Lack of light can throw off your circadian rhythm. This can cause your brain to produce too much of the sleep hormone melatonin and to release less serotonin, the feel-good brain chemical that affects mood. The result of this chemical imbalance? You feel low and lethargic. Other common symptoms of SAD include lack of sexual energy, overeating (especially from craving high-carbohydrate and high-calorie comfort food), and social withdrawal.
SAD affects more than just mood. It is also associated with impaired cognitive function, including problems with concentration and working memory — like having trouble recalling just-learned information or finding the right words when speaking.
People who live in the northern states, where there's noticeably less light in fall and winter, tend to suffer more from SAD than those who live in the south. A family history of SAD or depression also raises your risk.
Drugs and light therapy
The most common drugs used to treat SAD are antidepressants. Bupropion (Wellbutrin) primarily increases levels of dopamine, while selective serotonin reuptake inhibitors (SSRIs) and serotonin-noradrenaline reuptake inhibitors (SNRIs) increase mostly serotonin levels.
If medication is not for you, or you want to avoid drugs because of possible side effects, then light therapy may be a better option. The idea behind light therapy is to replace the missing sunshine with artificial light.
Light therapy uses light boxes that produce a bright white light. As far as your brain is concerned, artificial light works just like natural sunlight. Even if you don't yet have the clinical signs and symptoms of SAD, using light therapy during the winter may help prevent it.

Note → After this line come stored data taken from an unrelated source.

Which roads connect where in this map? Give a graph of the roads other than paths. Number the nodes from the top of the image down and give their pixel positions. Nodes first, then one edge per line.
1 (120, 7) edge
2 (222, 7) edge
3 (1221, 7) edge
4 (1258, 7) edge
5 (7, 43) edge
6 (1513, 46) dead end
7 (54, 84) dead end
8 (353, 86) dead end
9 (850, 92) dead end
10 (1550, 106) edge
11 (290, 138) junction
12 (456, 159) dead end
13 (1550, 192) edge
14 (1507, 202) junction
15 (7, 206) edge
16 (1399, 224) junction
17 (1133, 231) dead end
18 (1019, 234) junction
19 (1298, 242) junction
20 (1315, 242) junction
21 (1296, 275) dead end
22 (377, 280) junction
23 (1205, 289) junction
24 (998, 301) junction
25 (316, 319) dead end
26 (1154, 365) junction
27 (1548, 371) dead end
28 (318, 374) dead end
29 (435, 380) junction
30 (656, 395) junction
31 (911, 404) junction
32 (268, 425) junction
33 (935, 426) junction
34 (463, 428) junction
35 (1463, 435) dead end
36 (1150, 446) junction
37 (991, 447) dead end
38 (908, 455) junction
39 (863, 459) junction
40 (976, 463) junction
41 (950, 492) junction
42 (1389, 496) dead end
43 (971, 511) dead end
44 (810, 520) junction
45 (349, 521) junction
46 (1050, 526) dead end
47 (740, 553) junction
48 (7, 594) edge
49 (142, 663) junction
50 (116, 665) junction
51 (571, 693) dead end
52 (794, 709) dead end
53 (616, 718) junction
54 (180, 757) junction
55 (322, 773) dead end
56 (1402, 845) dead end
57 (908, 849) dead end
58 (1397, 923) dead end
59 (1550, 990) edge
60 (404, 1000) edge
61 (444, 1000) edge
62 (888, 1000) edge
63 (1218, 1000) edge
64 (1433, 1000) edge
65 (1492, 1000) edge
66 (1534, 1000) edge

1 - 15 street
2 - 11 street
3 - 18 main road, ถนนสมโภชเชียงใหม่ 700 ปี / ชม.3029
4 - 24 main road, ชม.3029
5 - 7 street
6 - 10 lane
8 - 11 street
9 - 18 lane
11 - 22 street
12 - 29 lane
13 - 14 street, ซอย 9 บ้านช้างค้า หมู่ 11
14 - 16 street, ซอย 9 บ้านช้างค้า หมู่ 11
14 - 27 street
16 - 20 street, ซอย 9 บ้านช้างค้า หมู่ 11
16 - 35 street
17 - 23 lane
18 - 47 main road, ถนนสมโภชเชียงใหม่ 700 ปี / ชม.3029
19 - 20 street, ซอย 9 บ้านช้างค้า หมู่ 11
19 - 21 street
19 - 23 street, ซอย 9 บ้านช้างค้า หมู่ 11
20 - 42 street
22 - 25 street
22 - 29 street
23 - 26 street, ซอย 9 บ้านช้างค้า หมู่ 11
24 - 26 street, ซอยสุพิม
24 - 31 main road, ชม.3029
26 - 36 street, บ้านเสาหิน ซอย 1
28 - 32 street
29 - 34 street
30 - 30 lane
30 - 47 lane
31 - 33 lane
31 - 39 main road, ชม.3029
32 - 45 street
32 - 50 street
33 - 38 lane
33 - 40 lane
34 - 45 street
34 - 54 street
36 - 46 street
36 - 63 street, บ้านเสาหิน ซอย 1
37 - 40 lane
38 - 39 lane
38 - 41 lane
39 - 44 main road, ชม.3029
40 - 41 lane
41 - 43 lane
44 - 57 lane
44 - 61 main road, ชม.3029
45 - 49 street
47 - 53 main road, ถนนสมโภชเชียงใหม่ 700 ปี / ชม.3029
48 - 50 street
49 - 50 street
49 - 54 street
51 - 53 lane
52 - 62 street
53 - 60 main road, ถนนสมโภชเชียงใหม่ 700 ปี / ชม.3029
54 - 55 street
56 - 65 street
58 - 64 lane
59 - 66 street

There are many light boxes available online. Here are some tips for finding the right one and using it correctly.
Get enough exposure. Your light box should have 10,000 lux exposure. ("Lux" is a measure of light intensity.) A bright sunny day is 50,000 lux or more.
Don't stare. Keep your eyes open, but don't look directly at the light. Keep the box in front of you or just off to the side and about a foot away. Spend your time reading, meditating, or watching TV.
Get enough time. You should absorb light for about 30 minutes a day. You don't have to do it all at once, either.
Begin in the morning. Try to get in some light time before 10 a.m.
When days become longer and sunnier, you will use light therapy less often, or may even stop during the spring and summer except for the occasional cloudy weeks.
Light therapy is relatively safe, although there can be some minor, temporary side effects like headaches and irritability.
Also, some medications, especially antibiotics like tetracycline, can make your skin more sensitive to light, and if you have a family history of macular degeneration, exposure to light therapy over the years may increase your risk. If any of these situations applies, check with your doctor before trying light therapy.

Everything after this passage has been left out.